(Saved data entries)
━━━━━━━━

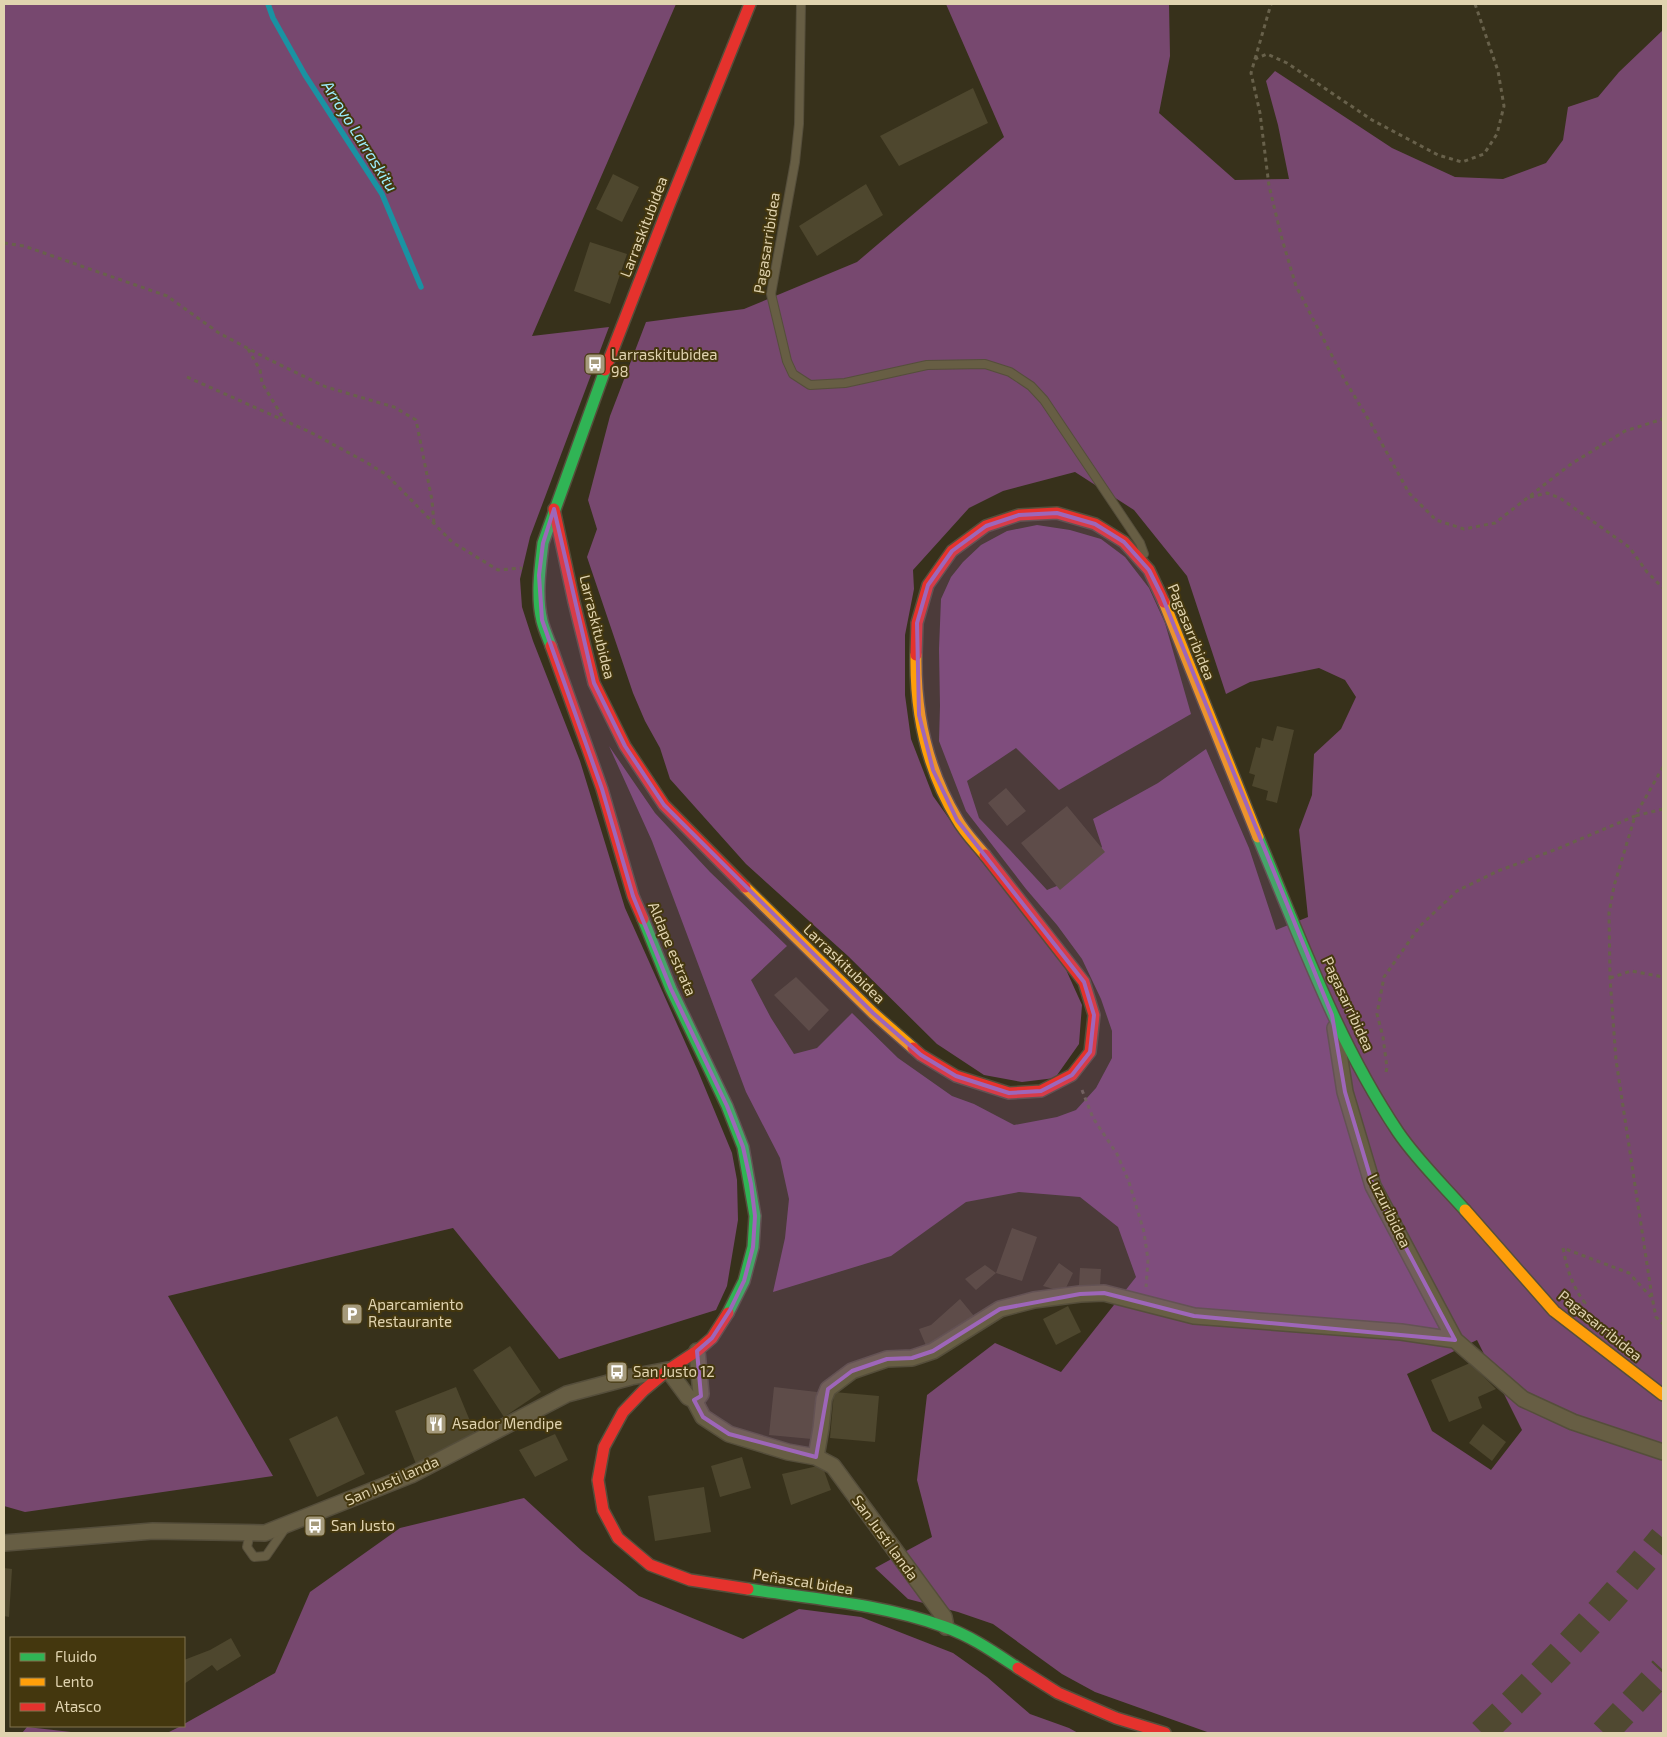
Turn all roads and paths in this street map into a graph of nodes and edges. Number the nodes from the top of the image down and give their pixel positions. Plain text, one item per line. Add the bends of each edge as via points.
1 (750, 4) edge
2 (801, 4) edge
3 (1270, 4) edge
4 (1475, 4) edge
5 (1255, 59) junction
6 (4, 243) edge
7 (248, 349) junction
8 (187, 377) dead end
9 (1663, 418) edge
10 (285, 421) junction
11 (1529, 497) junction
12 (554, 510) junction
13 (434, 524) junction
14 (540, 567) junction
15 (1149, 570) junction
16 (1663, 588) edge
17 (1663, 767) edge
18 (1663, 808) edge
19 (1635, 816) junction
20 (1663, 977) edge
21 (1610, 978) junction
22 (1332, 1015) junction
23 (1072, 1075) junction
24 (1380, 1102) junction
25 (1652, 1297) junction
26 (1140, 1303) junction
27 (1554, 1311) junction
28 (1663, 1324) edge
29 (1455, 1340) junction
30 (697, 1351) junction
31 (668, 1370) junction
32 (1663, 1396) edge
33 (694, 1400) junction
34 (1663, 1452) edge
35 (816, 1456) junction
36 (286, 1526) junction
37 (250, 1533) junction
38 (4, 1543) edge
39 (946, 1627) junction
40 (1165, 1733) edge

1 - 12 street, Larraskitubidea via 611,353
2 - 15 lane, Pagasarribidea via 799,124 771,294 786,361 793,374 810,386 845,383 927,365 985,364 1010,372 1031,386 1057,417 1140,543
3 - 5 path
4 - 5 path via 1498,71 1504,106 1497,134 1484,154 1462,162 1438,155 1372,120 1287,63 1267,54
5 - 11 path via 1251,73 1260,113 1269,186 1296,286 1342,377 1410,493 1436,520 1464,529 1495,522
6 - 7 path via 24,246 168,296 219,333
7 - 10 path via 260,370 262,383
7 - 13 path via 326,387 394,407 416,420
8 - 10 path
9 - 11 path via 1625,431 1571,464
10 - 13 path via 386,475
11 - 16 path via 1547,493 1560,498 1628,547
12 - 14 street, Aldape estrata via 543,543
12 - 23 street, Larraskitubidea via 594,683 625,746 664,805 866,1006 921,1055 956,1076 1009,1093 1041,1091
13 - 14 path via 452,542 498,570
14 - 30 street, Aldape estrata via 542,620 602,789 633,896 727,1106 743,1147 749,1174 755,1216 753,1247 744,1281 712,1338
15 - 22 street, Pagasarribidea
15 - 23 street, Larraskitubidea via 1124,542 1096,524 1057,513 1019,515 986,526 952,552 928,585 917,623 919,715 932,770 958,820 1084,982 1094,1015 1090,1052
17 - 19 path
18 - 19 path
19 - 21 path via 1609,913
19 - 24 path via 1456,891 1420,926 1384,977 1377,1014 1387,1068
20 - 21 path via 1632,972
21 - 25 path via 1616,1060
22 - 24 street, Pagasarribidea
22 - 29 street, Luzuribidea via 1345,1092 1373,1186
23 - 26 path via 1093,1118 1117,1154 1139,1215 1148,1260 1146,1287
24 - 27 street, Pagasarribidea via 1419,1158
25 - 27 path via 1629,1274 1563,1248 1568,1272 1585,1303
25 - 28 path via 1656,1317
26 - 29 street via 1194,1316 1401,1332
26 - 35 street via 1104,1293 1034,1300 1000,1309 933,1351 912,1358 887,1359 852,1371 828,1389
27 - 32 street, Pagasarribidea
29 - 34 street, Luzuribidea via 1523,1399 1573,1422
30 - 31 street, Aldape estrata
30 - 33 street via 701,1394
31 - 33 street, San Justi landa via 688,1397
31 - 36 street, San Justi landa via 568,1394 411,1475
31 - 39 street, Peñascal bidea via 623,1412 604,1447 598,1480 603,1510 618,1538 650,1565 690,1580 895,1611
33 - 35 street, San Justi landa via 703,1417 729,1434 788,1452
35 - 39 street, San Justi landa via 833,1466 944,1617
36 - 37 street, San Justi landa via 265,1533
36 - 37 lane via 266,1556 254,1556 247,1547
37 - 38 street, San Justi landa via 153,1531
39 - 40 street, Peñascal bidea via 973,1640 1058,1693 1116,1718

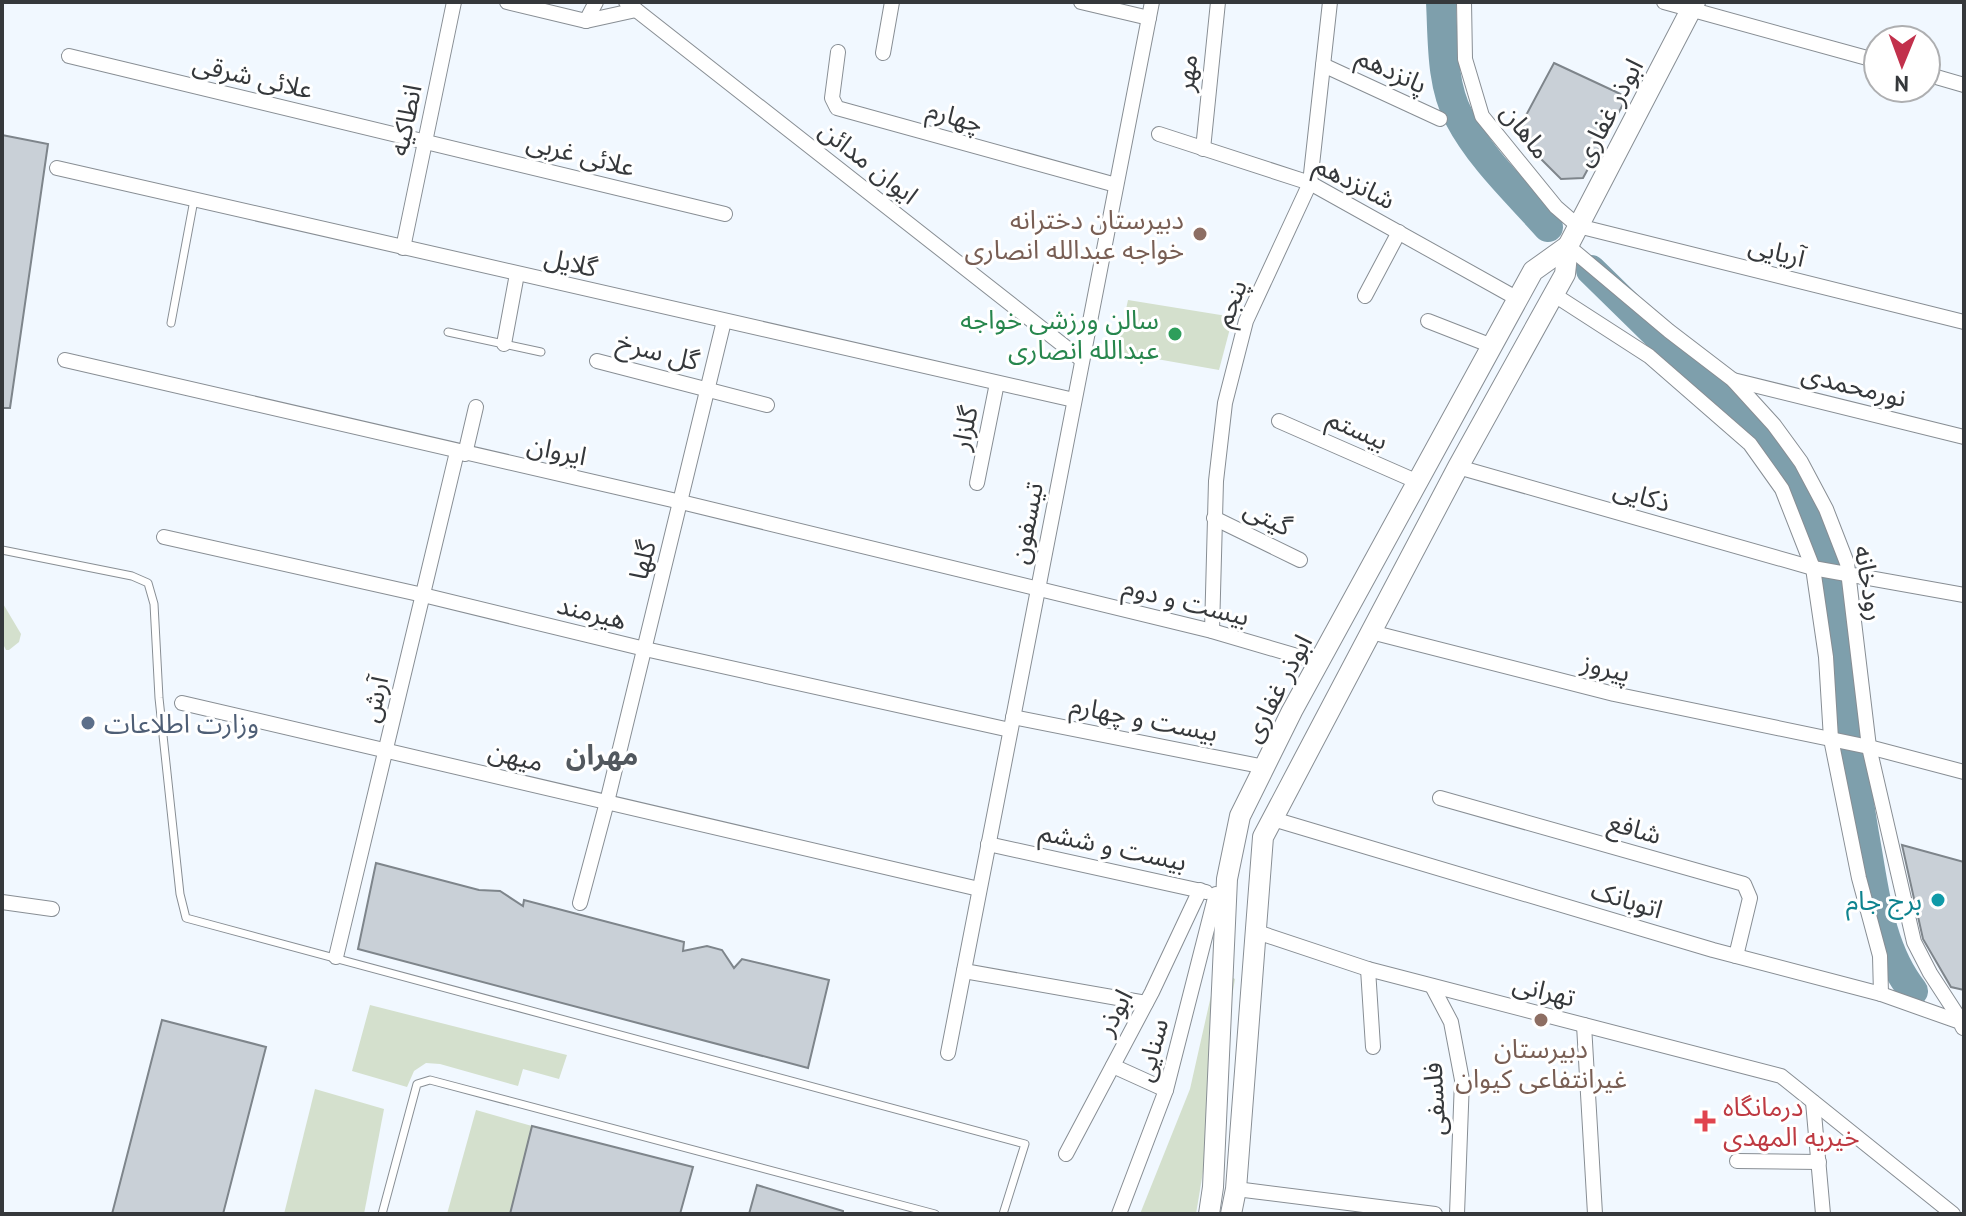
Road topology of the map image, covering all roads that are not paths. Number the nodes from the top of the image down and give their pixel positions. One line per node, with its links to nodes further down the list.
1 (454, 2): 24 (street, انطاکیه)
2 (507, 2): 14 (street)
3 (596, 2): 14 (street)
4 (892, 2): 16 (street)
5 (1081, 2): 13 (street)
6 (1152, 2): 13 (street, تیسفون)
7 (1218, 2): 25 (street, مهر)
8 (1330, 2): 19 (street, پنجم)
9 (1464, 2): 31 (street, ماهان)
10 (1664, 2): 11 (street)
11 (1693, 5): 18 (street); 31 (main road, ابوذر غفاری)
12 (631, 6): 14 (street); 48 (street, ایوان مدائن)
13 (1149, 18): 28 (street, تیسفون)
14 (586, 21)
15 (838, 52): 28 (street, چهارم)
16 (883, 53)
17 (69, 56): 24 (street, علائی شرقی)
18 (1862, 56)
19 (1323, 65): 22 (street, پانزدهم); 27 (street, پنجم)
20 (1942, 79): 21 (street)
21 (1964, 85)
22 (1440, 119)
23 (1159, 134): 25 (street, شانزدهم)
24 (425, 142): 30 (street, علائی غربی); 34 (street, انطاکیه)
25 (1203, 149): 27 (street, شانزدهم)
26 (57, 168): 29 (street, گلایل)
27 (1310, 183): 32 (street, شانزدهم); 63 (street, پنجم)
28 (1116, 185): 48 (street, تیسفون)
29 (194, 200): 34 (street, گلایل); 42 (lane)
30 (725, 214)
31 (1578, 226): 33 (main road, ابوذر غفاری); 41 (street, آریایی)
32 (1399, 232): 37 (street); 38 (street, شانزدهم)
33 (1568, 246): 36 (main road, ابوذر غفاری); 38 (main road, ابوذر غفاری); 50 (street, رودخانه)
34 (403, 248): 35 (street, گلایل)
35 (517, 274): 39 (street, گلایل); 44 (street)
36 (1553, 294): 59 (main road, ابوذر غفاری); 67 (street, رودخانه)
37 (1365, 296)
38 (1518, 299): 45 (main road, ابوذر غفاری)
39 (724, 321): 51 (street, گلایل); 52 (street, گلها)
40 (1428, 321): 45 (street)
41 (1964, 322)
42 (171, 323)
43 (448, 332): 44 (lane)
44 (504, 344): 46 (lane)
45 (1492, 346): 60 (main road, ابوذر غفاری)
46 (541, 352)
47 (65, 360): 58 (street, ایروان)
48 (1082, 360): 53 (street, تیسفون)
49 (597, 361): 52 (street, گل سرخ)
50 (1733, 380): 57 (street, نورمحمدی); 68 (street, رودخانه)
51 (997, 383): 53 (street, گلایل); 61 (street, گلزار)
52 (708, 388): 54 (street, گل سرخ); 62 (street, گلها)
53 (1074, 400): 69 (street, تیسفون)
54 (767, 405)
55 (476, 407): 58 (street, آرش)
56 (1279, 421): 60 (street, بیستم)
57 (1964, 437)
58 (461, 453): 62 (street, ایروان); 70 (street, آرش)
59 (1458, 467): 67 (street, ذکایی); 73 (main road, ابوذر غفاری)
60 (1418, 482): 75 (main road, ابوذر غفاری)
61 (977, 483)
62 (681, 502): 69 (street, ایروان); 74 (street, گلها)
63 (1214, 518): 66 (street, گیتی); 72 (street, پنجم)
64 (164, 537): 70 (street, هیرمند)
65 (2, 550): 96 (lane)
66 (1300, 560)
67 (1813, 568): 68 (street, ذکایی); 78 (street, رودخانه)
68 (1848, 574): 71 (street); 79 (street, رودخانه)
69 (1038, 589): 72 (street, بیست و دوم); 77 (street, تیسفون)
70 (423, 595): 74 (street, هیرمند); 80 (street, آرش)
71 (1964, 595)
72 (1212, 631): 75 (street, بیست و دوم)
73 (1371, 632): 78 (street, پیروز); 85 (main road, ابوذر غفاری)
74 (645, 649): 77 (street, هیرمند); 84 (street, گلها)
75 (1321, 663): 81 (main road, ابوذر غفاری)
76 (182, 703): 80 (street, میهن)
77 (1012, 723): 81 (street, بیست و چهارم); 86 (street, تیسفون)
78 (1831, 739): 79 (street, پیروز); 100 (street, رودخانه)
79 (1869, 747): 82 (street); 103 (street, رودخانه)
80 (386, 751): 84 (street, میهن); 96 (street, آرش)
81 (1265, 767): 89 (main road, ابوذر غفاری)
82 (1964, 772)
83 (1440, 798): 95 (street, شافع)
84 (607, 802): 87 (street, میهن); 91 (street, گلها)
85 (1273, 819): 94 (main road, ابوذر غفاری); 95 (street, اتوبانک)
86 (988, 844): 87 (street, تیسفون); 88 (street, بیست و ششم)
87 (979, 889): 98 (street, تیسفون)
88 (1200, 890): 89 (street, بیست و ششم); 101 (street, ابوذر)
89 (1221, 895): 93 (main road, ابوذر غفاری); 107 (street, سنایی)
90 (2, 902): 92 (street)
91 (580, 903)
92 (52, 909)
93 (1226, 924): 94 (main road); 117 (main road, ابوذر غفاری)
94 (1257, 932): 97 (street, تهرانی); 112 (main road, ابوذر غفاری)
95 (1736, 956): 100 (street, اتوبانک)
96 (336, 957): 115 (lane)
97 (1368, 969): 99 (street, تهرانی); 104 (street)
98 (964, 971): 101 (street); 105 (street, تیسفون)
99 (1432, 986): 102 (street, تهرانی); 120 (street, فلسفی)
100 (1881, 994): 103 (street, اتوبانک)
101 (1146, 1003): 106 (street, ابوذر)
102 (1584, 1025): 108 (street, تهرانی); 121 (street)
103 (1963, 1025)
104 (1373, 1047)
105 (948, 1053)
106 (1113, 1066): 107 (street); 109 (street, ابوذر)
107 (1166, 1090): 116 (street, سنایی)
108 (1813, 1102): 111 (street); 123 (street, تهرانی)
109 (1066, 1154)
110 (1737, 1161): 111 (street)
111 (1819, 1162): 122 (street)
112 (1236, 1189): 118 (main road, ابوذر غفاری); 119 (street)
113 (382, 1214): 114 (lane)
114 (935, 1214)
115 (1003, 1214)
116 (1119, 1214)
117 (1209, 1214)
118 (1231, 1214)
119 (1435, 1214)
120 (1457, 1214)
121 (1595, 1214)
122 (1823, 1214)
123 (1953, 1214)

━━━━━━━━

# WORK ORDER:
Please report the number of lines in the data that include the word "ذکایی", and add no other text.

# OUTPUT FOR THIS EXERCISE:
2